• _Task inputs_
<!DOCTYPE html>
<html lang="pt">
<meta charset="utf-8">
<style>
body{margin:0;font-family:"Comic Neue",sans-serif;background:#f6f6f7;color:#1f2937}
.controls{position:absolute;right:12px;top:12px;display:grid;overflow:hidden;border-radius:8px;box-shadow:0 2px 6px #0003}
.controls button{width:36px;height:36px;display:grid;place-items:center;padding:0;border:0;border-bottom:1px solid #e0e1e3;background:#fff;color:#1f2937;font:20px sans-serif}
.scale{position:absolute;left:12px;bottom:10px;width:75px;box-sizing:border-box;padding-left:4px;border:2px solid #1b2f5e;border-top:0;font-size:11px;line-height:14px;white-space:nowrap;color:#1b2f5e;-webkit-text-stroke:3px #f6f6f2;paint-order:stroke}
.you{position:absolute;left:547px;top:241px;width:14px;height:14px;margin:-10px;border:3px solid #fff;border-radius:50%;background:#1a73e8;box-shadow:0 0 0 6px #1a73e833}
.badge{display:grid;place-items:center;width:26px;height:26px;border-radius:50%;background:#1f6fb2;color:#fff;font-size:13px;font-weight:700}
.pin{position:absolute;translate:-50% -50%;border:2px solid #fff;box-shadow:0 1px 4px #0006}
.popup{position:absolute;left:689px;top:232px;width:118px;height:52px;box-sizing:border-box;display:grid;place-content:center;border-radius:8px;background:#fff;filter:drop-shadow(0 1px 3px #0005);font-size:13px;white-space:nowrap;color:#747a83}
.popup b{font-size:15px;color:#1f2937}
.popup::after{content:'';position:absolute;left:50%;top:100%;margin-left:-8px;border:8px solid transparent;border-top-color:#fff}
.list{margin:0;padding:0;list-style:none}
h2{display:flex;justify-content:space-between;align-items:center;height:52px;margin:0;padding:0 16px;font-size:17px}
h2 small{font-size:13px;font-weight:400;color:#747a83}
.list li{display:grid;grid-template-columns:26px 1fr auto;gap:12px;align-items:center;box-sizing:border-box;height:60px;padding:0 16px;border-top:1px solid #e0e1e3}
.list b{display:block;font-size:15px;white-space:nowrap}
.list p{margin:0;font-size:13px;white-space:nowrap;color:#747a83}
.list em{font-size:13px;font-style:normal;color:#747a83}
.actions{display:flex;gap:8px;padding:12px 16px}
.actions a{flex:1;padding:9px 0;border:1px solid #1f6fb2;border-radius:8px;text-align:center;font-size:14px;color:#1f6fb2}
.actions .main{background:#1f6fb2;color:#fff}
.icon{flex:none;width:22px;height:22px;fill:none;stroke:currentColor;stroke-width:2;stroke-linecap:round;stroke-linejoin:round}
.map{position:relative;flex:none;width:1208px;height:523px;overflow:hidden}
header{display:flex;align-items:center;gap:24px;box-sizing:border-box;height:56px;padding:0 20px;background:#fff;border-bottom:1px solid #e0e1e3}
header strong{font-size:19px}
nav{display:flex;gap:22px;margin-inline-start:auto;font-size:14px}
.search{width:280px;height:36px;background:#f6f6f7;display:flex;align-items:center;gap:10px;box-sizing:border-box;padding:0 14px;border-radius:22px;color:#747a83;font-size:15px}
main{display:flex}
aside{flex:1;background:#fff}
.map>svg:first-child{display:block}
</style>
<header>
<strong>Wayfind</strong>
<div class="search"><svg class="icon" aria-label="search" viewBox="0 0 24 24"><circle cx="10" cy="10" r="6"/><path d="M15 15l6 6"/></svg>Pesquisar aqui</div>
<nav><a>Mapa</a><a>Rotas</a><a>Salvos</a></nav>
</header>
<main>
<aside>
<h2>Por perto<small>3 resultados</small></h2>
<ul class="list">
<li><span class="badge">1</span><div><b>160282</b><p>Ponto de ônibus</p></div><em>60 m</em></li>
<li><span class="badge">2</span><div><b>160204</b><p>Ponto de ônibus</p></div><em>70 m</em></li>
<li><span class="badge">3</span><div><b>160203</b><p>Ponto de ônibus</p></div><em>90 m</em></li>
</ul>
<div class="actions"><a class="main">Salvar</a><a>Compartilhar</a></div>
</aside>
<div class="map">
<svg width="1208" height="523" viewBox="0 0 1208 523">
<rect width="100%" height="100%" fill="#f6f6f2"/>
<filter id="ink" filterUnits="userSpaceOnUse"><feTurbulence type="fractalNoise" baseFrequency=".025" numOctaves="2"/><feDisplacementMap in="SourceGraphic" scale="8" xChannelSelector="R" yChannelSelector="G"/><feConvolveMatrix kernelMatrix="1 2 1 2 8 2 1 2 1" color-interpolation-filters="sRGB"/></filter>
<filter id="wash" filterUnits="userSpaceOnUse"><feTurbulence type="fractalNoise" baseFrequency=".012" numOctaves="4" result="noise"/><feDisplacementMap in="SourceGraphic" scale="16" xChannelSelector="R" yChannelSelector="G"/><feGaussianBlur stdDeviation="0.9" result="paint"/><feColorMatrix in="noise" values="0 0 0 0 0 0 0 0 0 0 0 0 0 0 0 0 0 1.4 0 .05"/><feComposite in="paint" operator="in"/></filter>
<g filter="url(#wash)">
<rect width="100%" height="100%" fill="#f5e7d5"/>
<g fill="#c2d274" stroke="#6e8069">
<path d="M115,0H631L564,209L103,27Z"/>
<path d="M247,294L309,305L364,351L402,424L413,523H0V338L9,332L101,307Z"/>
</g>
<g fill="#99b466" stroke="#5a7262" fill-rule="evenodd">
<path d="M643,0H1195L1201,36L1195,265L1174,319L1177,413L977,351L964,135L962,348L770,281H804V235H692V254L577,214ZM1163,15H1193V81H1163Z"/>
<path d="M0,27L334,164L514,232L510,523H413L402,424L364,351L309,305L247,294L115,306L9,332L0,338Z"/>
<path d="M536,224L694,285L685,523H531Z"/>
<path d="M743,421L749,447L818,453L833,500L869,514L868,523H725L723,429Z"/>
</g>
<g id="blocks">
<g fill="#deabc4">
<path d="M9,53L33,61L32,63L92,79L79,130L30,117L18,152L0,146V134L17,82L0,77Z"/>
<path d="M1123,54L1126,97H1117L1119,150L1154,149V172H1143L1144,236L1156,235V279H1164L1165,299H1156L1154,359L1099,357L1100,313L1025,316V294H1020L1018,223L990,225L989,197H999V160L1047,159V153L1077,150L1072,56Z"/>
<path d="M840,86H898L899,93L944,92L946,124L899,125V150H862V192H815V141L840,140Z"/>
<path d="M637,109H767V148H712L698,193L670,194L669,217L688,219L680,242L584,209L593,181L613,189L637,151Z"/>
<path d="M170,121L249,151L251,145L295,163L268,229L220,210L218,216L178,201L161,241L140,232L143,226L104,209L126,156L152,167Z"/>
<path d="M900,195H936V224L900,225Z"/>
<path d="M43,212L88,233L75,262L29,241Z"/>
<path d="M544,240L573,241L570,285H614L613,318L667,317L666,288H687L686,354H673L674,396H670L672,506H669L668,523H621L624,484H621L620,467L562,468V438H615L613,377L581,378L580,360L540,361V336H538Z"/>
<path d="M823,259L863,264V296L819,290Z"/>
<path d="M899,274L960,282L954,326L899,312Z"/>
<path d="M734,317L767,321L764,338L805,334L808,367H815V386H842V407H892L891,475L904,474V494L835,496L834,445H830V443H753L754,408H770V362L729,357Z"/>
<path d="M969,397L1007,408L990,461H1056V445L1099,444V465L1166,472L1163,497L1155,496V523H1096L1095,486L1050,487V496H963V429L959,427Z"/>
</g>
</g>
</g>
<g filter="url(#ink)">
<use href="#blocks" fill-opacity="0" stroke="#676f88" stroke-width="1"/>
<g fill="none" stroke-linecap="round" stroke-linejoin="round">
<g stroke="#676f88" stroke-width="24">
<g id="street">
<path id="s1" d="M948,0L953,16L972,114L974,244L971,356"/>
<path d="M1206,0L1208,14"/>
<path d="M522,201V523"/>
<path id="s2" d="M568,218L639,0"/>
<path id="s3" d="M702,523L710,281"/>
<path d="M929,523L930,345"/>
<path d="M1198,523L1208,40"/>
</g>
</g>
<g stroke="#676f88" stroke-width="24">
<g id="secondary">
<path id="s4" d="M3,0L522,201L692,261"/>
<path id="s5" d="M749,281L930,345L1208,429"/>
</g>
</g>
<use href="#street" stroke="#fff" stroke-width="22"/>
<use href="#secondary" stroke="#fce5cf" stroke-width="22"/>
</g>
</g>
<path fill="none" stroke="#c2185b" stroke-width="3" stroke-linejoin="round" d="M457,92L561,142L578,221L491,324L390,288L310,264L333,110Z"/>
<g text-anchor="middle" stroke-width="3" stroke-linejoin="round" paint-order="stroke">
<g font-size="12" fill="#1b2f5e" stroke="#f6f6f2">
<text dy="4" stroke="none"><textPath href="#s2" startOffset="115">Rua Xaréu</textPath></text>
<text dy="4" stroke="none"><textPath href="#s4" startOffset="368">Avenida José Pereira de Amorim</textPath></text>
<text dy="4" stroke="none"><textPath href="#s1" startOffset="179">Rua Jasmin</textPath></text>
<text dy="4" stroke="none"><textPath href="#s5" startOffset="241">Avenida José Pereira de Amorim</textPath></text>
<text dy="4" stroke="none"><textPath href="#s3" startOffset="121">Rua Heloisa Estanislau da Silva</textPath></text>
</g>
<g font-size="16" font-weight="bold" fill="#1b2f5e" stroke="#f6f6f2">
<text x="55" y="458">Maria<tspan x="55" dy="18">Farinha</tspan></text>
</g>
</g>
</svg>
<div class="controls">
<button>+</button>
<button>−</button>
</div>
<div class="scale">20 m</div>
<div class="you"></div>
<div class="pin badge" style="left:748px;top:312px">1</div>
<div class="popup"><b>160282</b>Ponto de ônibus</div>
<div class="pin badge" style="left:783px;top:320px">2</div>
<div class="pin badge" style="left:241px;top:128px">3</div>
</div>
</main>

• _To do_
Work out how many lines in the preceding data include the word "linecap". State only that number.

• _Answer box_
2